What if an unmanned fighter or advanced drone, operated with various levels of advanced AI-informed algorithms, engaged in fast air-to-air combat maneuvers in a direct dogfight or close-in engagement with a manned enemy fighter?
These questions, which raise substantial tactical, strategic and command and control questions, are fast becoming a near-term reality.
“Autonomous systems going up against a manned system in some kind of air-to-air engagement . . . is a bold idea,” Lt. Gen. “Jack” Shanahan, Director, Joint Artificial Intelligence Center, told The Mitchell Institute for Aerospace Studies in a special video interview series.
Shanahan explained that, while autonomy now exists in various forms of great operational significance, AI-enabled autonomy brings a new frontier of warfare possibilities now being explored by the Pentagon in greater depth.
“AI-enabled autonomy is where we will see some big capabilities come together,” he said.
Autonomy driven by AI does bring a range of new technical, tactical and strategic implications, such as bringing new paradigms of decisionmaking, problem solving and operations.
Essentially, platforms driven by advanced AI willl be capable of discerning, processing and analyzing vast amounts of information in near real-time, something which not only speeds up “sensor-to-shooter” time but also enables a much greater range of operational activity without a need for human intervention.
Instead of merely following pre-determined navigational “waypoints” established through GPS, something which has been underway for quite some time, drones and even fighter-jets will be able to receive new input, perform in-flight analytics and then make impactful decisions autonomously.
While humans will retain the requisite measures of command and control, AI can facilitate the ability for an unmanned system to, for instance, quickly adjust flight in response to new sensor information. This could include the processing of force location or navigational data independently or even networking intelligence data between nearby manned platforms, unmanned platforms and human-operated ground command centers.
For instance, a drone or unmanned fighter could be operating in a high-risk area when it comes upon enemy troop formations or terrain configurations of great tactical significance, bounce that new information against a vast and seemingly limitless database of information to perform analytics and make necessary adjustments.
Perhaps the on-board computer can access an intelligence database indicating previously successfully courses of action in these circumstances, analyze information about enemy capabilities, assets and weapons, and inform the unmanned platform regarding the best immediate course of action?

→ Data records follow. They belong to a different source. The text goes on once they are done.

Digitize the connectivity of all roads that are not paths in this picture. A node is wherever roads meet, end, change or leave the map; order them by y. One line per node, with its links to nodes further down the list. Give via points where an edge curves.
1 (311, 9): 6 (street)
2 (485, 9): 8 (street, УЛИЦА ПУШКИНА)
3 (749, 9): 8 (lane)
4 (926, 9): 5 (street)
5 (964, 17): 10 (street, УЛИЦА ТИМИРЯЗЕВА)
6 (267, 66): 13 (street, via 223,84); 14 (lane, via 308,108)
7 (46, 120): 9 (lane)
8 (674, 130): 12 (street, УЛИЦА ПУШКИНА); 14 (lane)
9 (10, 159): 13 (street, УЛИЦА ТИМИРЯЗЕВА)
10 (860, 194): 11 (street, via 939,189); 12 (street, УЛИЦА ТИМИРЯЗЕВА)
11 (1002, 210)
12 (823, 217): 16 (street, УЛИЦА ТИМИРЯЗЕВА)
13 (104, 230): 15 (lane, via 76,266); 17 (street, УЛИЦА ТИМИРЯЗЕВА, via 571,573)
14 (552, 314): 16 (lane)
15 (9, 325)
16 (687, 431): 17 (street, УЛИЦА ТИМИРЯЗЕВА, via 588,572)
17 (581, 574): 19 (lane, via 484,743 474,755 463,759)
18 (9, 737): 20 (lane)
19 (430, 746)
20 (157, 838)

An on-board computer could instantly weigh a host of variables to independently make calculations previously determined by humans.
It certainly could be said that the F-35s well-known “sensor fusion” which organizes otherwise disparate sensor information onto a single screen for the pilot, is an early application of AI.

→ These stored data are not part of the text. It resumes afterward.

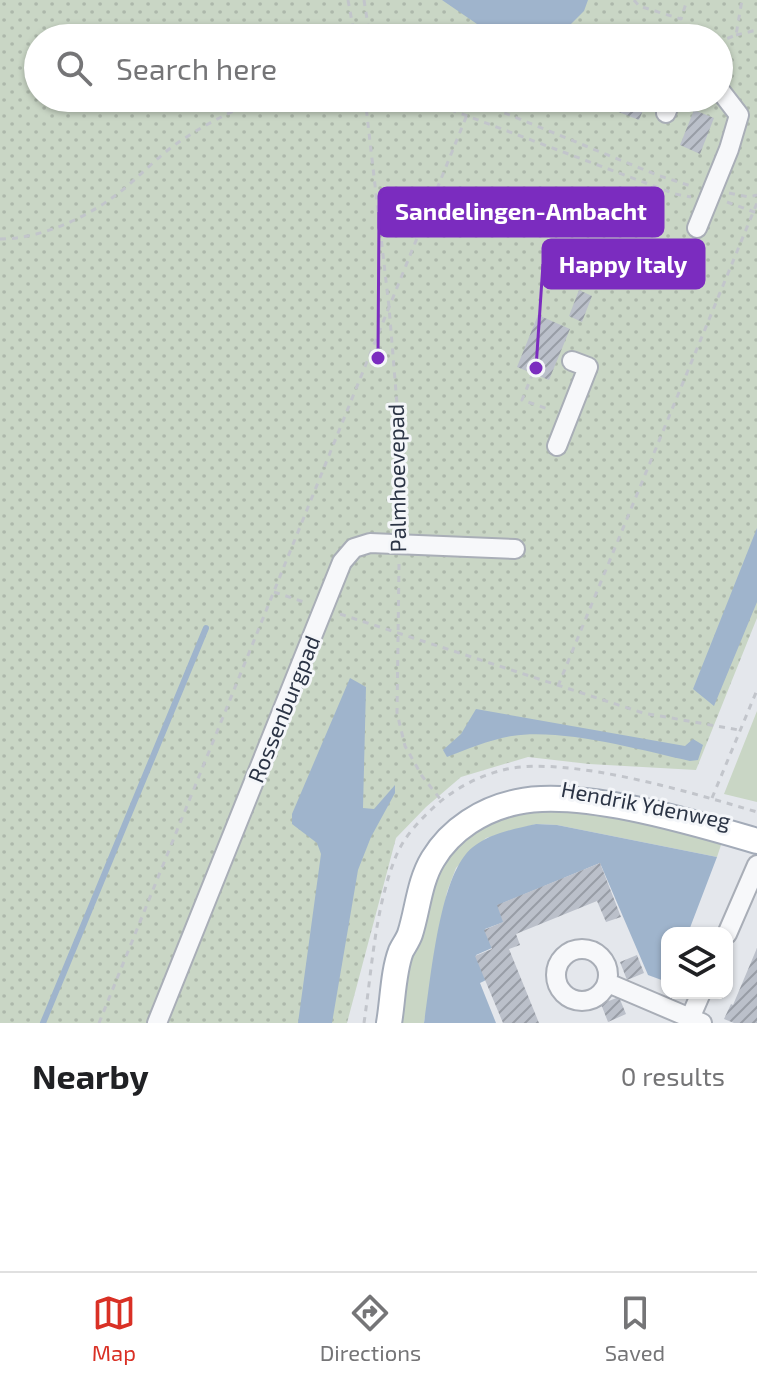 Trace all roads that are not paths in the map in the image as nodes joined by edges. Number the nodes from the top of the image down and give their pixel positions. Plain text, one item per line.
1 (733, 107) edge
2 (697, 228) dead end
3 (572, 361) dead end
4 (557, 446) dead end
5 (515, 549) dead end
6 (757, 828) edge
7 (757, 841) edge
8 (756, 871) edge
9 (730, 927) edge
10 (400, 953) junction
11 (608, 983) dead end
12 (700, 999) edge
13 (694, 1021) edge
14 (157, 1023) edge
15 (389, 1023) edge

1 - 2 street
3 - 4 street
5 - 14 street, Rossenburgpad
6 - 10 main road, Hendrik Ydenweg
7 - 10 main road, Hendrik Ydenweg
8 - 9 street
10 - 15 main road, Hendrik Ydenweg
11 - 13 street
12 - 13 street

Emerging or future AI-enabled autonomy will incorporate a vastly superior wealth or range of information, improve processing and analytics, and perform decisionmaking related to a host of complex dynamics without needing humans.
Procedural and analytical functions such as information management and data processing can all be done much more efficiently than humans, all while leaving human cognition in an ultimate controlling role.
The speed of calculations and the increasing pace at which AI-informed systems can acquire, process and analyze new information in real-time are in fact expected to enable unmanned dogfighting, combat maneuvering and tactical decisionmaking.
“We will see small numbers of humans controlling larger numbers of machines. In some cases it will be machine-to-machine with humans in the loop,” Shanahan said.
Of course, at least at the moment, all of this rests upon a fundamental and, as of yet, unchanging premise, namely that ultimate control must remain with humans able to utilize those characteristics unique to human cognition.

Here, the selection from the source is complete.